━━━━━ Recorded information

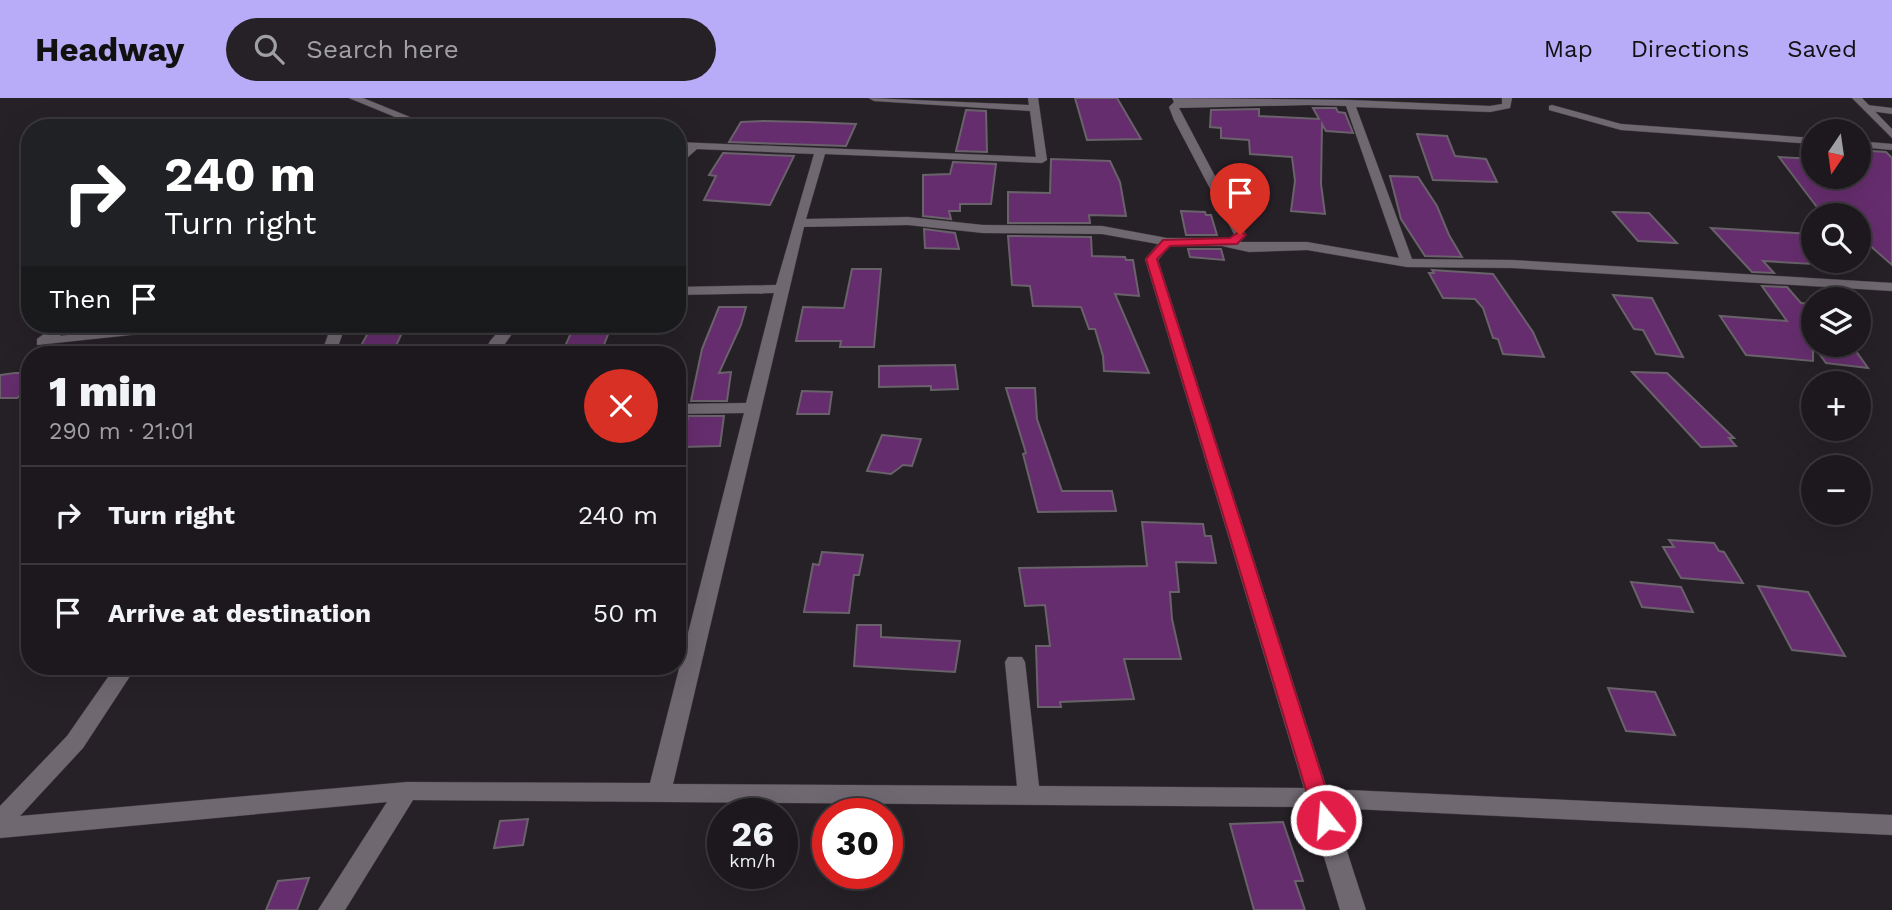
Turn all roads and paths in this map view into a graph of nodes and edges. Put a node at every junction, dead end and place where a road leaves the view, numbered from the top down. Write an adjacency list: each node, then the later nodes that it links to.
1 (354, 98): 11 (street)
2 (874, 98): 6 (street)
3 (1507, 98): 7 (street)
4 (1857, 98): 9 (street)
5 (1178, 101): 7 (street); 22 (street)
6 (1033, 103): 18 (street)
7 (1350, 103): 23 (street)
8 (1552, 108): 13 (street)
9 (1867, 108): 10 (street); 12 (street)
10 (1892, 110)
11 (409, 119)
12 (1892, 135)
13 (1801, 140)
14 (1871, 145): 17 (street)
15 (686, 146): 16 (street)
16 (695, 146): 18 (street); 19 (street)
17 (1892, 147)
18 (820, 152): 20 (street)
19 (686, 155)
20 (800, 223): 21 (street); 25 (street)
21 (1167, 242): 22 (street); 36 (street)
22 (1223, 242): 23 (street)
23 (1407, 263): 24 (street)
24 (1892, 287)
25 (781, 289): 26 (street); 29 (street)
26 (686, 291)
27 (54, 333): 28 (street)
28 (119, 333)
29 (752, 408): 30 (street); 34 (street)
30 (686, 409)
31 (1015, 662): 35 (street)
32 (121, 675): 37 (street)
33 (407, 791): 34 (street); 39 (street); 40 (street)
34 (659, 795): 35 (street)
35 (1029, 796): 36 (street)
36 (1319, 798): 38 (street); 41 (street)
37 (0, 821)
38 (1892, 825)
39 (0, 828)
40 (331, 910)
41 (1353, 910)

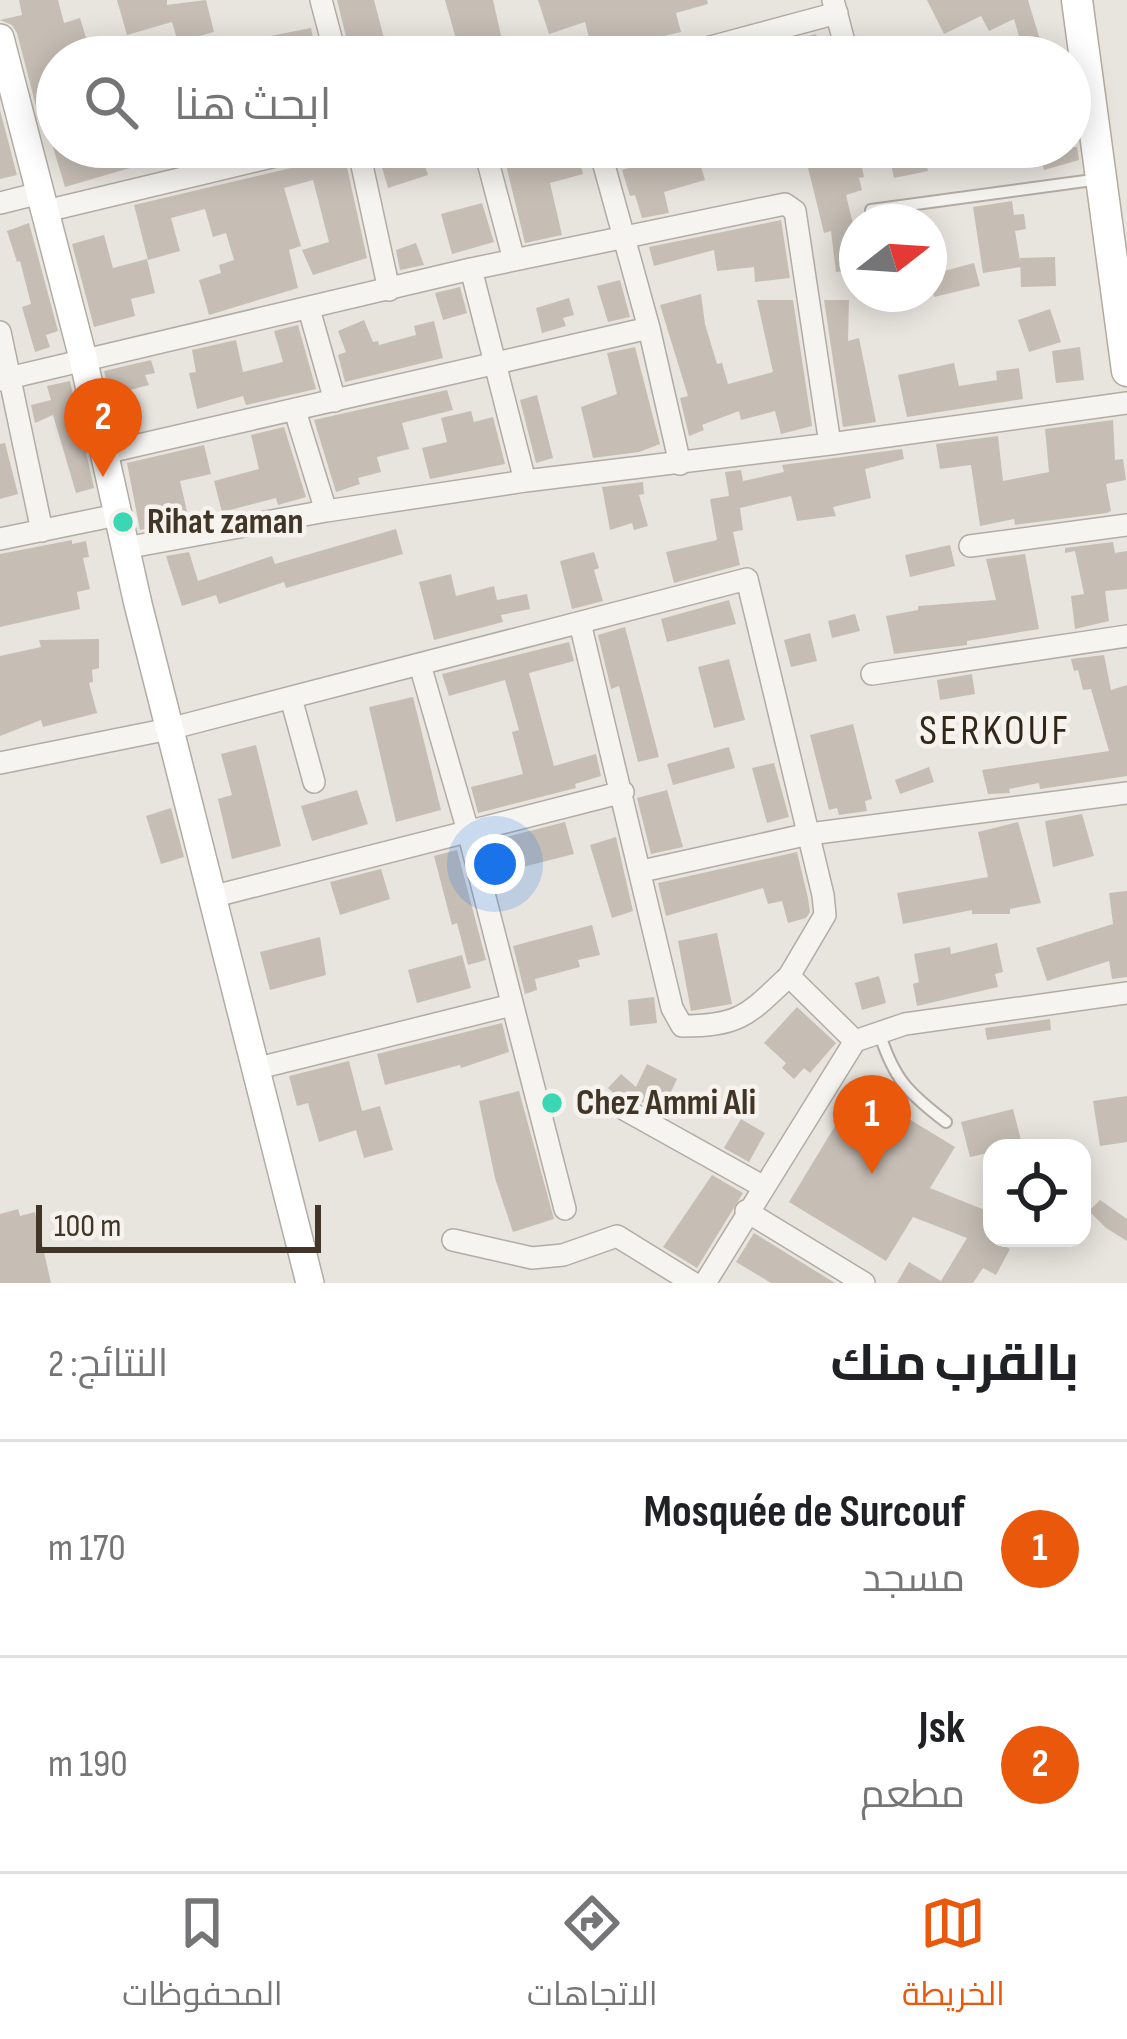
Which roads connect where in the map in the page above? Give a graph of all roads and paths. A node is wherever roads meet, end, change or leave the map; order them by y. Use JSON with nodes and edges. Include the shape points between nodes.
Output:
{"nodes":[{"id":1,"x":321,"y":0,"type":"edge"},
{"id":2,"x":1077,"y":0,"type":"edge"},
{"id":3,"x":835,"y":6,"type":"edge"},
{"id":4,"x":330,"y":36,"type":"edge"},
{"id":5,"x":740,"y":36,"type":"edge"},
{"id":6,"x":843,"y":36,"type":"edge"},
{"id":7,"x":1078,"y":36,"type":"edge"},
{"id":8,"x":0,"y":40,"type":"edge"},
{"id":9,"x":1091,"y":130,"type":"edge"},
{"id":10,"x":210,"y":168,"type":"edge"},
{"id":11,"x":362,"y":168,"type":"edge"},
{"id":12,"x":490,"y":168,"type":"edge"},
{"id":13,"x":605,"y":168,"type":"edge"},
{"id":14,"x":1102,"y":179,"type":"junction"},
{"id":15,"x":43,"y":202,"type":"junction"},
{"id":16,"x":0,"y":203,"type":"edge"},
{"id":17,"x":916,"y":204,"type":"edge"},
{"id":18,"x":624,"y":235,"type":"junction"},
{"id":19,"x":514,"y":260,"type":"junction"},
{"id":20,"x":471,"y":269,"type":"junction"},
{"id":21,"x":388,"y":290,"type":"junction"},
{"id":22,"x":309,"y":309,"type":"junction"},
{"id":23,"x":649,"y":328,"type":"junction"},
{"id":24,"x":0,"y":332,"type":"edge"},
{"id":25,"x":83,"y":358,"type":"junction"},
{"id":26,"x":497,"y":363,"type":"junction"},
{"id":27,"x":1127,"y":371,"type":"edge"},
{"id":28,"x":6,"y":378,"type":"edge"},
{"id":29,"x":335,"y":401,"type":"junction"},
{"id":30,"x":1127,"y":403,"type":"edge"},
{"id":31,"x":295,"y":411,"type":"junction"},
{"id":32,"x":830,"y":445,"type":"junction"},
{"id":33,"x":104,"y":453,"type":"junction"},
{"id":34,"x":680,"y":464,"type":"junction"},
{"id":35,"x":525,"y":481,"type":"junction"},
{"id":36,"x":326,"y":511,"type":"junction"},
{"id":37,"x":117,"y":515,"type":"junction"},
{"id":38,"x":1127,"y":525,"type":"edge"},
{"id":39,"x":42,"y":531,"type":"junction"},
{"id":40,"x":0,"y":539,"type":"edge"},
{"id":41,"x":970,"y":546,"type":"dead end"},
{"id":42,"x":125,"y":548,"type":"junction"},
{"id":43,"x":580,"y":623,"type":"junction"},
{"id":44,"x":1127,"y":636,"type":"edge"},
{"id":45,"x":420,"y":665,"type":"junction"},
{"id":46,"x":872,"y":674,"type":"dead end"},
{"id":47,"x":291,"y":698,"type":"junction"},
{"id":48,"x":169,"y":729,"type":"junction"},
{"id":49,"x":0,"y":763,"type":"edge"},
{"id":50,"x":314,"y":782,"type":"dead end"},
{"id":51,"x":623,"y":792,"type":"junction"},
{"id":52,"x":1127,"y":793,"type":"edge"},
{"id":53,"x":468,"y":831,"type":"junction"},
{"id":54,"x":809,"y":834,"type":"junction"},
{"id":55,"x":641,"y":871,"type":"junction"},
{"id":56,"x":211,"y":897,"type":"junction"},
{"id":57,"x":789,"y":976,"type":"junction"},
{"id":58,"x":1127,"y":993,"type":"edge"},
{"id":59,"x":512,"y":1006,"type":"junction"},
{"id":60,"x":879,"y":1032,"type":"junction"},
{"id":61,"x":855,"y":1041,"type":"junction"},
{"id":62,"x":254,"y":1069,"type":"junction"},
{"id":63,"x":624,"y":1109,"type":"dead end"},
{"id":64,"x":946,"y":1122,"type":"dead end"},
{"id":65,"x":762,"y":1186,"type":"junction"},
{"id":66,"x":565,"y":1210,"type":"dead end"},
{"id":67,"x":746,"y":1211,"type":"junction"},
{"id":68,"x":453,"y":1240,"type":"dead end"},
{"id":69,"x":310,"y":1283,"type":"edge"},
{"id":70,"x":693,"y":1283,"type":"edge"},
{"id":71,"x":705,"y":1283,"type":"edge"},
{"id":72,"x":864,"y":1283,"type":"edge"}],
"edges":[{"from":1,"to":4,"type":"street"},
{"from":2,"to":7,"type":"main road"},
{"from":3,"to":5,"type":"street"},
{"from":3,"to":6,"type":"street"},
{"from":8,"to":15,"type":"main road"},
{"from":9,"to":14,"type":"main road"},
{"from":10,"to":15,"type":"street"},
{"from":11,"to":21,"type":"street"},
{"from":12,"to":19,"type":"street"},
{"from":13,"to":18,"type":"street"},
{"from":14,"to":17,"type":"lane"},
{"from":14,"to":27,"type":"main road"},
{"from":15,"to":16,"type":"street"},
{"from":15,"to":25,"type":"main road"},
{"from":18,"to":19,"type":"street"},
{"from":18,"to":23,"type":"street"},
{"from":18,"to":32,"type":"street","via":[[791,206]]},
{"from":19,"to":20,"type":"street"},
{"from":20,"to":21,"type":"street"},
{"from":20,"to":26,"type":"street"},
{"from":21,"to":22,"type":"street"},
{"from":22,"to":25,"type":"street"},
{"from":22,"to":29,"type":"street"},
{"from":23,"to":26,"type":"street"},
{"from":23,"to":34,"type":"street"},
{"from":24,"to":28,"type":"street"},
{"from":25,"to":28,"type":"street"},
{"from":25,"to":33,"type":"main road"},
{"from":26,"to":29,"type":"street"},
{"from":26,"to":35,"type":"street"},
{"from":28,"to":39,"type":"street"},
{"from":29,"to":31,"type":"street"},
{"from":30,"to":32,"type":"street"},
{"from":31,"to":33,"type":"street"},
{"from":31,"to":36,"type":"street"},
{"from":32,"to":34,"type":"street"},
{"from":33,"to":37,"type":"main road"},
{"from":34,"to":35,"type":"street"},
{"from":35,"to":36,"type":"street"},
{"from":36,"to":42,"type":"street"},
{"from":37,"to":39,"type":"street"},
{"from":37,"to":42,"type":"main road"},
{"from":38,"to":41,"type":"street"},
{"from":39,"to":40,"type":"street"},
{"from":42,"to":48,"type":"main road"},
{"from":43,"to":45,"type":"street"},
{"from":43,"to":51,"type":"street"},
{"from":43,"to":54,"type":"street","via":[[747,579]]},
{"from":44,"to":46,"type":"street"},
{"from":45,"to":47,"type":"street"},
{"from":45,"to":53,"type":"street"},
{"from":47,"to":48,"type":"street"},
{"from":47,"to":50,"type":"street"},
{"from":48,"to":49,"type":"street"},
{"from":48,"to":56,"type":"main road"},
{"from":51,"to":53,"type":"street"},
{"from":51,"to":55,"type":"street"},
{"from":52,"to":54,"type":"street"},
{"from":53,"to":56,"type":"street"},
{"from":53,"to":59,"type":"street"},
{"from":54,"to":55,"type":"street"},
{"from":54,"to":57,"type":"street","via":[[825,915]]},
{"from":55,"to":57,"type":"street","via":[[682,1026],[722,1026]]},
{"from":56,"to":62,"type":"main road"},
{"from":57,"to":61,"type":"street"},
{"from":58,"to":60,"type":"street"},
{"from":59,"to":62,"type":"street"},
{"from":59,"to":66,"type":"street"},
{"from":60,"to":61,"type":"street"},
{"from":60,"to":64,"type":"lane","via":[[906,1091]]},
{"from":61,"to":65,"type":"street"},
{"from":62,"to":69,"type":"main road"},
{"from":63,"to":65,"type":"street"},
{"from":65,"to":67,"type":"street"},
{"from":67,"to":71,"type":"street"},
{"from":67,"to":72,"type":"street"},
{"from":68,"to":70,"type":"street","via":[[532,1258],[617,1236]]}]}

━━━━━━━━━━

What you need to do => Look for the word "lane" in the listing above, and copy every line where you find it.

Response to this task =>
{"from":14,"to":17,"type":"lane"},
{"from":60,"to":64,"type":"lane","via":[[906,1091]]},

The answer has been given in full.